Bajo la batuta creativa de Chris Martin, líder de Coldplay y embajador de Global Citizen, se llevará a cabo el primer medio tiempo musical de la historia de los mundiales de futbol. Este espectáculo busca replicar la magnitud del Super Bowl pero con un ADN profundamente humanitario. “Madonna, Shakira y BTS son íconos globales cuya música trasciende fronteras”, declaró Gianni Infantino, presidente de la FIFA. El evento no es solo una exhibición de éxitos; es el motor principal del FIFA Global Citizen Education Fund, una iniciativa que busca recaudar 100 millones de dólares para garantizar el acceso a la educación y el deporte a niños en comunidades vulnerables.
Tres estilos, tres idiomas, tres generaciones
La narrativa del show se construye sobre la unión de tres pilares fundamentales, artistas que desde su disciplina han logrado marcar hitos importantes en el campo de la música mundial.

Madonna es la Reina del Pop. Con más de cuatro décadas de carrera, ha desafiado normas sociales, religiosas y de género, convirtiéndose en el estándar de oro de la reinvención artística. Su presencia no es solo un tributo a la nostalgia, sino el reconocimiento a la mujer que pavimentó el camino para las superestrellas globales, que aporta vanguardia y una capacidad de crear espectáculos, que sigue siendo el referente máximo de la cultura pop occidental.

Por su parte, Shakira es llamada la Reina del Pop Latino y aporta la esencia vibrante y la conexión emocional. Desde “Hips Don’t Lie” hasta el icónico “Waka Waka”, su trayectoria está intrínsecamente ligada a la historia de la Copa del Mundo, siendo la artista que rompió las barreras del idioma para llevar los ritmos andinos y caribeños a cada rincón del planeta.
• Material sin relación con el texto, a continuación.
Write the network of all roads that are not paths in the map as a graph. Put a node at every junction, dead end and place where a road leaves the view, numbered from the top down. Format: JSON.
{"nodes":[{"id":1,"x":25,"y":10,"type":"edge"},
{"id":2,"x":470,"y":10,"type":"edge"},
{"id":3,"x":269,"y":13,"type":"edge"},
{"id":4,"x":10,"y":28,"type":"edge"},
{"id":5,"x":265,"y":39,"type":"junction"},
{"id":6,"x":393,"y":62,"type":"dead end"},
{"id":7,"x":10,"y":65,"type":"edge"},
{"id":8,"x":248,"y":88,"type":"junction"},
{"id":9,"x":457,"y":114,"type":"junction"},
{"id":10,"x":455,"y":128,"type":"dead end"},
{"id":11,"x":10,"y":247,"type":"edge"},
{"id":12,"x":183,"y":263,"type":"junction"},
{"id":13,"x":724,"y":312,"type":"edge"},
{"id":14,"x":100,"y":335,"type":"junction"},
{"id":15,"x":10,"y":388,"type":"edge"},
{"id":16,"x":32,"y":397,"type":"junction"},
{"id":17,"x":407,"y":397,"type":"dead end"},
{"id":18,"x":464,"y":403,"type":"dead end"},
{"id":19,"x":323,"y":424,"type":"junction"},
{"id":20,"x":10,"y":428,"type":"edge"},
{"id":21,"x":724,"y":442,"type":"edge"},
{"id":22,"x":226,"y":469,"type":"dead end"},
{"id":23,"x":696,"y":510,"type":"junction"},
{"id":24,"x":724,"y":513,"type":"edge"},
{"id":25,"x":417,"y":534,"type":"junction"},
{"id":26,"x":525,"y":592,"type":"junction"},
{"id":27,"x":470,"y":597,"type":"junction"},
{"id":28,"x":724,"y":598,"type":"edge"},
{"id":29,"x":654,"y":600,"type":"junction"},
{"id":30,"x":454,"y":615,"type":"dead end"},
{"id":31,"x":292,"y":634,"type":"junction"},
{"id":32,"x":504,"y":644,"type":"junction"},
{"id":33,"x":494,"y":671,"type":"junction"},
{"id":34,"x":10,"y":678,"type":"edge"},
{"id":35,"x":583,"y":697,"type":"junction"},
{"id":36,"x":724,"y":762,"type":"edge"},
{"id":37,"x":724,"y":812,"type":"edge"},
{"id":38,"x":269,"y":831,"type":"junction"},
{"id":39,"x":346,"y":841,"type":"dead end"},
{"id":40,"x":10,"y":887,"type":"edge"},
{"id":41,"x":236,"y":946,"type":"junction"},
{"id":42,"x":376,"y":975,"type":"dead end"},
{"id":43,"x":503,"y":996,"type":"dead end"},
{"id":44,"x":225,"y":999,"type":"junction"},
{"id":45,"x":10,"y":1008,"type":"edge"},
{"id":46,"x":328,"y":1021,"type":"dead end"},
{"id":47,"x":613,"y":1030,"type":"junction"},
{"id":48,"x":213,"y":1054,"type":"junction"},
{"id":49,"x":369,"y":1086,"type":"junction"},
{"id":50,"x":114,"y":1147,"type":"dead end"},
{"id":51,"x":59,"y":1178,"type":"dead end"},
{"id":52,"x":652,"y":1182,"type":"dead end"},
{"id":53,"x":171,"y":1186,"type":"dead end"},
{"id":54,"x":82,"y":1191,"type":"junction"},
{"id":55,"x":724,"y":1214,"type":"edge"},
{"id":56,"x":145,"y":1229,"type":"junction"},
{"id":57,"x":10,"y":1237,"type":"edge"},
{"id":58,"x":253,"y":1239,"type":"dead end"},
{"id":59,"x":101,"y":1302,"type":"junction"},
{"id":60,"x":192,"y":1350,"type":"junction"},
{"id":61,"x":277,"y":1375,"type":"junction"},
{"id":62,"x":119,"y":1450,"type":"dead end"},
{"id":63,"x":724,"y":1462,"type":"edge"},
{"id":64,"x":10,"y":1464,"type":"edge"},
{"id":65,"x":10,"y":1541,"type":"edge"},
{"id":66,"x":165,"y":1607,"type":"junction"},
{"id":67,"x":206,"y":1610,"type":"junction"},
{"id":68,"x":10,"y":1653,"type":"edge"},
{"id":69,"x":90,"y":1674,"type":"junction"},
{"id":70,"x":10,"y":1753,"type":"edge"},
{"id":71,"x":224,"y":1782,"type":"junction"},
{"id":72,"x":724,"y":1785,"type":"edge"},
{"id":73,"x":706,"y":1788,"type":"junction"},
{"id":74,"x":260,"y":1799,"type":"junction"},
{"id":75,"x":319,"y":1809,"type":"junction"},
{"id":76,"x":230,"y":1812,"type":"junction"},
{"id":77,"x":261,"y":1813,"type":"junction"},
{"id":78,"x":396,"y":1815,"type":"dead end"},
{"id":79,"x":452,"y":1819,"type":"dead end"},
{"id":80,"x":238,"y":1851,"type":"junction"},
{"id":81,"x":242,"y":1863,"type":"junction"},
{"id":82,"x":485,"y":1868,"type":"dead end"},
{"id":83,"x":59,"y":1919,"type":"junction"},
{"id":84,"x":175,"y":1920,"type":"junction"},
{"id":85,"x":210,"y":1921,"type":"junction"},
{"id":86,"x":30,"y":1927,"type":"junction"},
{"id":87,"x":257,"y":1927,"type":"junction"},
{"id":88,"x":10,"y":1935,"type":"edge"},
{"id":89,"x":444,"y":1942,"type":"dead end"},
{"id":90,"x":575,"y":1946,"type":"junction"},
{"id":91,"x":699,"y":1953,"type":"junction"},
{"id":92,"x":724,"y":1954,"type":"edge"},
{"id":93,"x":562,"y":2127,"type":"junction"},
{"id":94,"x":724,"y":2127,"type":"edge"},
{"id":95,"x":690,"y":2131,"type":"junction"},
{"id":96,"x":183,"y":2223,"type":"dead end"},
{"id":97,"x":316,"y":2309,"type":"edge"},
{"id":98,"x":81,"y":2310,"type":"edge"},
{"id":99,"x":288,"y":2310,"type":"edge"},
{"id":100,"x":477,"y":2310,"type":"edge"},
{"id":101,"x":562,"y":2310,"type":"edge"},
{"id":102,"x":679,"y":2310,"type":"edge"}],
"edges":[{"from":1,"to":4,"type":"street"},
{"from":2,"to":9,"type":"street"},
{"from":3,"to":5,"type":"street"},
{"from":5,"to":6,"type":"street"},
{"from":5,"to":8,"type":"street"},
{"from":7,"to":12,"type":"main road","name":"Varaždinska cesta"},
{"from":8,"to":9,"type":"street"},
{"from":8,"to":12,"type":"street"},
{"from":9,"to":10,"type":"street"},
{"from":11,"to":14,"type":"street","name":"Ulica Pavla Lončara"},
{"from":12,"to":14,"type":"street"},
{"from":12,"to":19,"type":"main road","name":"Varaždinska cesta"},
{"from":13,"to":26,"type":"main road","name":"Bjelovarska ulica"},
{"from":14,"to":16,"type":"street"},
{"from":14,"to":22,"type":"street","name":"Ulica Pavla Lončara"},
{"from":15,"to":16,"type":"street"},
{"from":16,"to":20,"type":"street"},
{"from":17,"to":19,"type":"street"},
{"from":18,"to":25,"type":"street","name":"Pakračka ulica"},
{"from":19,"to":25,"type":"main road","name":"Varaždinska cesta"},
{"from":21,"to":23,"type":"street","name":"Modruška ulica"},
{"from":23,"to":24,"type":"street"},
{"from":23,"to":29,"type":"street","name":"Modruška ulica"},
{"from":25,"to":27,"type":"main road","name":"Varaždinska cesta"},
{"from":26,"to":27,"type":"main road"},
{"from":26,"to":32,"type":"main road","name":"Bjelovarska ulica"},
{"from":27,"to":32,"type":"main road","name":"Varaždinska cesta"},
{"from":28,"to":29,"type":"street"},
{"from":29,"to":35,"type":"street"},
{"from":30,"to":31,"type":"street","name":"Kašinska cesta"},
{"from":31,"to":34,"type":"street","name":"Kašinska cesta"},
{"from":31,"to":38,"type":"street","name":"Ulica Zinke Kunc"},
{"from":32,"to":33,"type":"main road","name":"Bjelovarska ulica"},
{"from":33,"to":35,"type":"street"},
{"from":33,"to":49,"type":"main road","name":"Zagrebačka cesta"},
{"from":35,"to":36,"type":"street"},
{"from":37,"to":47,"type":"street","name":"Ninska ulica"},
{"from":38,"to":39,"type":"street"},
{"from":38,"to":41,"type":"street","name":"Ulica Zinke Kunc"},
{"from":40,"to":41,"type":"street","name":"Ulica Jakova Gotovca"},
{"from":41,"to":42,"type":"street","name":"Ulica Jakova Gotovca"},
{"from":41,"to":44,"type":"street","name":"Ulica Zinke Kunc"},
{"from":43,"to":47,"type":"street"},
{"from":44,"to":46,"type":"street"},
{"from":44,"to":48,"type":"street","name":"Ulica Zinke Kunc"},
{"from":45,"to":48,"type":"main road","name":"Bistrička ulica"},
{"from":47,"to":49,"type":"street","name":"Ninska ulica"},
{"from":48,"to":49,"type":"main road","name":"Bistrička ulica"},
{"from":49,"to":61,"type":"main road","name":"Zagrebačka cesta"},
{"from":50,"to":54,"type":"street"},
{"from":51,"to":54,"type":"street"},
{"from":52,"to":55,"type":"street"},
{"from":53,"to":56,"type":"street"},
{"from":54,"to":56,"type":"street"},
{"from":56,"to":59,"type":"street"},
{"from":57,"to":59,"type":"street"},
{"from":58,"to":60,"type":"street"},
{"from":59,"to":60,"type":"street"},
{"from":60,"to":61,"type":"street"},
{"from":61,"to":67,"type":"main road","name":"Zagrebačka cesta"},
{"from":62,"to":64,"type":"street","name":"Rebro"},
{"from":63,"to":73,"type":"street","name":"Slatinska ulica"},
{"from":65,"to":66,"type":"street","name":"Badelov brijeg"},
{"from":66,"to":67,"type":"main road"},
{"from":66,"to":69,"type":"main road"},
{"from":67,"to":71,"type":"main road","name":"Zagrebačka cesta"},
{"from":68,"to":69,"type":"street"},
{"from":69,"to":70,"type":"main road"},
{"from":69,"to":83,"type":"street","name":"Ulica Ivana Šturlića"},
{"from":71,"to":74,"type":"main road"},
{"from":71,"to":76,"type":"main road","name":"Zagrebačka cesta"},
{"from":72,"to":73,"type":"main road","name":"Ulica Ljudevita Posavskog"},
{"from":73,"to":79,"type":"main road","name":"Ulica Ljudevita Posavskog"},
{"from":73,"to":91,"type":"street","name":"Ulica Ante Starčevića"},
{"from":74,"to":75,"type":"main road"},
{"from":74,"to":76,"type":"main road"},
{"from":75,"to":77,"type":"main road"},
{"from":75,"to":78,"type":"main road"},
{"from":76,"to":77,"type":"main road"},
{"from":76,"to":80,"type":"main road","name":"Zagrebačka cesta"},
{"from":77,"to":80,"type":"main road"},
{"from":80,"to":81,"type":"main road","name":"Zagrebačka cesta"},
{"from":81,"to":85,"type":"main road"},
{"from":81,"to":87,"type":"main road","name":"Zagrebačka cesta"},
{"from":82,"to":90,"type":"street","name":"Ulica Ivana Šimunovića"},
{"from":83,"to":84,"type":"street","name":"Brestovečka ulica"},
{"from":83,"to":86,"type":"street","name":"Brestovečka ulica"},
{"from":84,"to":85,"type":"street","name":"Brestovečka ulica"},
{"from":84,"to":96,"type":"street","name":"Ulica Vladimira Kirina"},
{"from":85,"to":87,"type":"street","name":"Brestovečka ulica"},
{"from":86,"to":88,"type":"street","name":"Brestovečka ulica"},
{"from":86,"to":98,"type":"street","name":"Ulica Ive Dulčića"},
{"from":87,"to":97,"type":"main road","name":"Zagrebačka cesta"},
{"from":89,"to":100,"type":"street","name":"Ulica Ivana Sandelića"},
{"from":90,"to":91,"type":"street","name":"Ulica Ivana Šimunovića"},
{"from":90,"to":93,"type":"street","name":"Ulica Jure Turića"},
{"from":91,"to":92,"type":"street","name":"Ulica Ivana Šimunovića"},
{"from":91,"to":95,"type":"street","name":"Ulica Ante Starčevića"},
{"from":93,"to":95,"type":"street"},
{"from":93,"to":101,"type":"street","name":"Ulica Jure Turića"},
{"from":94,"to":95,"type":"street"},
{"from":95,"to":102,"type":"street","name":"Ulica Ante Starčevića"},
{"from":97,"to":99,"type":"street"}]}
Su participación garantiza esa sangre latina necesaria para encender el espíritu de la competición, reafirmando su estatus como el puente cultural más sólido entre el español y el mercado global.
Los integrantes del grupo BTS, considerados los reyes del K-Pop, son el fenómeno musical más grande del siglo XXI. Representan la fuerza imparable de la nueva era digital y la globalización de la música coreana. Su trayectoria es un testimonio de resiliencia y conexión humana; han pasado de ser un grupo emergente a llenar estadios en todos los continentes y hablar ante la ONU. Al traer consigo a su fandom Army global, el grupo inyecta una energía joven y diversa al espectáculo, demostrando que en 2026 las fronteras lingüísticas han desaparecido ante el poder de una producción impecable y un mensaje de unidad generacional.

Más que un Concierto
Hugh Evans, activista humanitario y cofundador de Global Citizen, comentó que la producción del Show de Medio Tiempo de la Final estará a cargo del experimentado director y productor, Hamis Hammilton, quien ha hecho los medios tiempo del Superbowl y produjo el show de BTS el pasado marzo en Seúl.
La alianza con Global Citizen eleva el show a un acto de incidencia política y social. Con 1 dólar de cada entrada vendida destinado directamente al fondo educativo, el 19 de julio de 2026 en el MetLife Stadium será recordado como el día en que el deporte más popular del planeta decidió usar su plataforma para cambiar el futuro de millones de niños. Como bien lo definió Chris Martin: “Se trata de la unión… y todos están invitados”.